START Dataset records

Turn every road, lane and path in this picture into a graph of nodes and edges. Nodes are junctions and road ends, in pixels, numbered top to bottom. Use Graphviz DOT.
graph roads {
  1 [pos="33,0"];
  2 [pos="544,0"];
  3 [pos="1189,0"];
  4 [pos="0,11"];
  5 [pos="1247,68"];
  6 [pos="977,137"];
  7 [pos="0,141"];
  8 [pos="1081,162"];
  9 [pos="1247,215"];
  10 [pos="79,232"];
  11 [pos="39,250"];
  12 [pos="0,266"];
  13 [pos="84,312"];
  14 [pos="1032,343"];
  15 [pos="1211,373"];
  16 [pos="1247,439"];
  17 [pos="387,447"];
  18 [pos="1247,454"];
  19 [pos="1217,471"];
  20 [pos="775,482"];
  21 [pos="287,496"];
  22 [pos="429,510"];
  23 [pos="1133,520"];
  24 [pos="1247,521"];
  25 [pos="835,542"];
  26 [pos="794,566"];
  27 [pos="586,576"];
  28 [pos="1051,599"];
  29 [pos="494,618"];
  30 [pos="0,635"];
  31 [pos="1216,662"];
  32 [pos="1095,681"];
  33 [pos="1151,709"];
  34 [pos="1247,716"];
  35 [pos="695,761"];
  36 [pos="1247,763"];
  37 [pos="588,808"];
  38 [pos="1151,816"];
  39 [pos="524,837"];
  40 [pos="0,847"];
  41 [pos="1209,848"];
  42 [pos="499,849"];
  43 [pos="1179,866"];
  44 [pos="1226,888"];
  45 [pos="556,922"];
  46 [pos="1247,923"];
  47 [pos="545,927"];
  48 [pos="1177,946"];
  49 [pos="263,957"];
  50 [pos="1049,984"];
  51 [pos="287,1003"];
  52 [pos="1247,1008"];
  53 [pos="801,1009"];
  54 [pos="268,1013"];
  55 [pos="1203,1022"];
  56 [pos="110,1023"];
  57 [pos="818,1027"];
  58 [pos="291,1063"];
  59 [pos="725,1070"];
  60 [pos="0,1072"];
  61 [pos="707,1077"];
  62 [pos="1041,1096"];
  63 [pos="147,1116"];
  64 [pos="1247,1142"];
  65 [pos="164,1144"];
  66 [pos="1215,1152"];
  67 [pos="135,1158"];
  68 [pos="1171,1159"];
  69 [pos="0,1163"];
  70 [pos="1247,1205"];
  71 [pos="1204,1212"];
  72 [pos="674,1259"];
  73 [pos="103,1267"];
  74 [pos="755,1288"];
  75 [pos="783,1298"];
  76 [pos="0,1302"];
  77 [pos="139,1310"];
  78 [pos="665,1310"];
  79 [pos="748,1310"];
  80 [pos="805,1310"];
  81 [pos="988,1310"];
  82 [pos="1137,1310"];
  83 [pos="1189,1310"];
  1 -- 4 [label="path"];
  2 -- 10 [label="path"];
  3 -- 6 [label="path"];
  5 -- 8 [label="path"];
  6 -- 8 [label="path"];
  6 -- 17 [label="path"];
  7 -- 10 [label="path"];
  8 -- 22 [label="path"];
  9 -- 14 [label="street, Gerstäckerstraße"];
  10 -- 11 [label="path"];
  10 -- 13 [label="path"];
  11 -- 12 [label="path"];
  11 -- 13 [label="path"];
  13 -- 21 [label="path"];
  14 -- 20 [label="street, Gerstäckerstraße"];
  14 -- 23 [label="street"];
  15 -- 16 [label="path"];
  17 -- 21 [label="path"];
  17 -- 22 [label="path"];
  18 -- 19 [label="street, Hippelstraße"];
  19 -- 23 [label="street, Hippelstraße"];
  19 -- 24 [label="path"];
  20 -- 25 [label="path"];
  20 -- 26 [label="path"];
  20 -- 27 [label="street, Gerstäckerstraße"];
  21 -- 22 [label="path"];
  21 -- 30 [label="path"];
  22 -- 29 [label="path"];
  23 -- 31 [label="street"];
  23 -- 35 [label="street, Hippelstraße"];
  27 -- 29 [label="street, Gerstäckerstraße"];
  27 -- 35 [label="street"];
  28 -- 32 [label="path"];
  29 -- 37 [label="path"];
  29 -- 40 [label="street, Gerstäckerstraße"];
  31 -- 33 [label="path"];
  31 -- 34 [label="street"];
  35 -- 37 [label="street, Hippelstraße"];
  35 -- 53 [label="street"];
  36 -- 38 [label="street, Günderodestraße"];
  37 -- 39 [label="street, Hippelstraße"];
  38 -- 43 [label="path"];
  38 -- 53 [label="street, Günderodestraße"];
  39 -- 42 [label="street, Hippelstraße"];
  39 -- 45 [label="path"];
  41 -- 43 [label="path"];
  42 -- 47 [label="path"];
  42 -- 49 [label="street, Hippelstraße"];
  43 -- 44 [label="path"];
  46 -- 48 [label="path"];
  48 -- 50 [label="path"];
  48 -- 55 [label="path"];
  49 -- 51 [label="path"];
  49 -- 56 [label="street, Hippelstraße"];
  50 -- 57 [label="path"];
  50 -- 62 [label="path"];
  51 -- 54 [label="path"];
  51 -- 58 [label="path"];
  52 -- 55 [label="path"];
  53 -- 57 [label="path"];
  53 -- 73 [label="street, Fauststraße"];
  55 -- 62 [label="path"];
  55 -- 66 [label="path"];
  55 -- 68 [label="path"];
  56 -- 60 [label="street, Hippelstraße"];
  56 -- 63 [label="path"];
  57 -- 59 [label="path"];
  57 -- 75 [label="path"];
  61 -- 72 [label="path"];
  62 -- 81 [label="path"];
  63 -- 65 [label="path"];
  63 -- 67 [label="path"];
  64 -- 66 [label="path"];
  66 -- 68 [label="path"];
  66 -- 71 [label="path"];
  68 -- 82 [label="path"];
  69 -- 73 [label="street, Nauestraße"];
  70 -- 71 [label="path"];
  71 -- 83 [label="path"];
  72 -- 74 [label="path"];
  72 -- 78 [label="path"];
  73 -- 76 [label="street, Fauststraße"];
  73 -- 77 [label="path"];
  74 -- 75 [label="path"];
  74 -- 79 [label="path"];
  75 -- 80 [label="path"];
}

END Dataset records

▶ _Work instruction_: For each line above that contains the word "Gerstäckerstraße", copy that line.

▶ _Task response_:
  9 -- 14 [label="street, Gerstäckerstraße"];
  14 -- 20 [label="street, Gerstäckerstraße"];
  20 -- 27 [label="street, Gerstäckerstraße"];
  27 -- 29 [label="street, Gerstäckerstraße"];
  29 -- 40 [label="street, Gerstäckerstraße"];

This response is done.